Köpek ileri uzattığı ayaklarının üzerine başını koymuş, duvardaki bir tabloya bakıyordu. Ara sıra başını sağa sola çevirip, tuhaf, dokunaklı şekilde sızlanıyordu. Resmin köpeğe ait olduğunu o sırada fark ettim. Yüzünü tabloya çeviren Nazım Bey:
“O tabloyu karım yapmıştı. Emekli olduktan sonra resim kursuna gidiyordu. Sonra hastalandı işte. Bir yıl oluyor öleli”, dedi.
“Güzel resimmiş.”
“Evet, meğer bayağı yeteneği varmış, ondan sonra hiçbir şey eskisi gibi olmadı.”
“Çocuğunuz yok mu?”
“Bir oğlum var, yurt dışında doktora yapıyor”, diye devam etti Nazım Bey.
Bu sırada elimde tuttuğum kibrit kutusunu fark etti ve: 
“Sigara içmek istiyorsanız çekinmeyin, ben de içiyorum fazla olmasa da”, dedi.
“Yok sağ olun, aslında onun içinde bir şey var.”
“Bir şey mi?”
“Bir örümcek.”
“Örümcek mi?”
“Biraz garip biliyorum ama, üç ay önce tanıştık onunla. Çok akıllı bir örümcek. Bir gece çalışma odasının ortasına kadar gelip, masanın tam önünde durdu. Bana dikkatle bakıyor gibiydi. Bir süre hareketsiz beni seyrettikten sonra kayboldu. Geceleri devam etti bu. Sonunda konuşmaya başladım onunla. En mahrem sırlarımı, hayallerimi paylaşır oldum. Onun kadar dikkatle dinleyen olmamıştır belki de.”

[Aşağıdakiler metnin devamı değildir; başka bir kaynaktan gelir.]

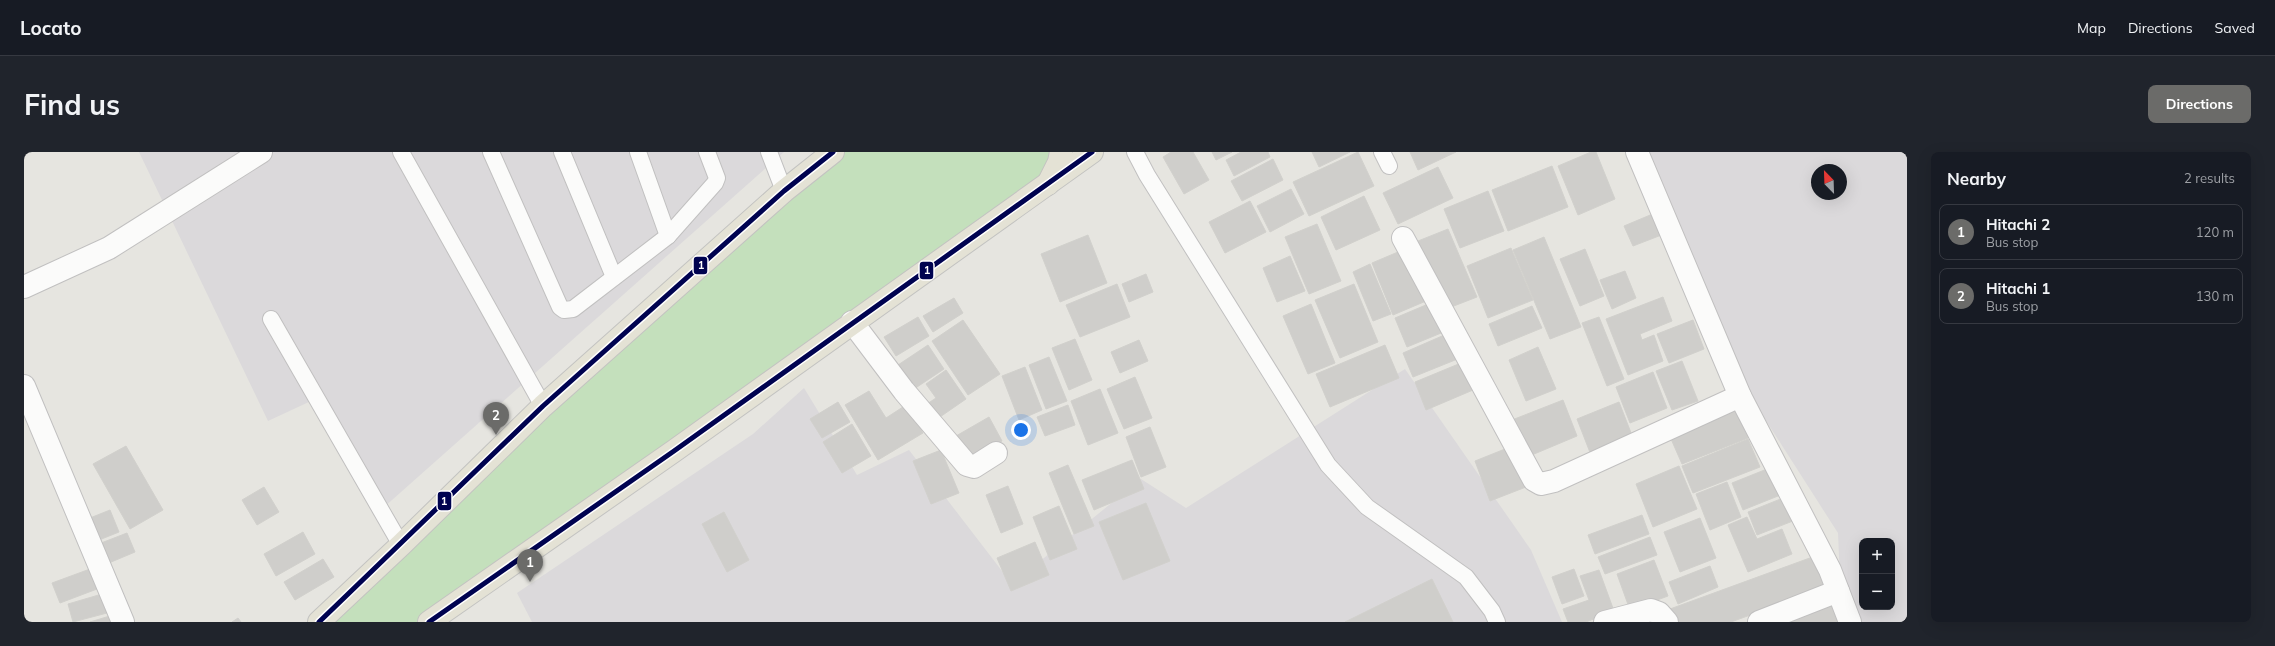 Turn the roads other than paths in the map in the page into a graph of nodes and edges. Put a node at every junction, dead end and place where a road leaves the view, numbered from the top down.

“Peki neden o kutuda şimdi?”
“Bir gece bir kibrit kutusu koymuştum orta yere. Dostluğuma güvenip, içine girecek mi diye. İçine girip orada vakit geçirmeyi seviyor. Ayrıca bir kavanozu da var. Bu gece deprem olunca kutudaydı. Yaklaşınca kaçmadı. Orada bırakamazdım.”
“Bir ad koydun mu ona?”
“Yok ama, “Dost” diyebilirim ben de. Bu arada, artık müsaade isteyeyim.”
Kapıya doğru yöneldim. Vedalaşırken başımı okşadı, o köpeği okşadığı gibi. “Kot dünyasına” geri dönerken yöneticiyle karşılaştık. Elimdeki kibrit kutusunu işaret edip, “Elinizden düşürmüyorsunuz”, dedi.
“İsterseniz göstereyim içindekini”, dedim ve kapağını hafifçe açtım.
Yönetici korkuyla geri çekildi. “Onu da getirecekseniz toplantılara gelmeyebilirsiniz”, dedi, gülerek.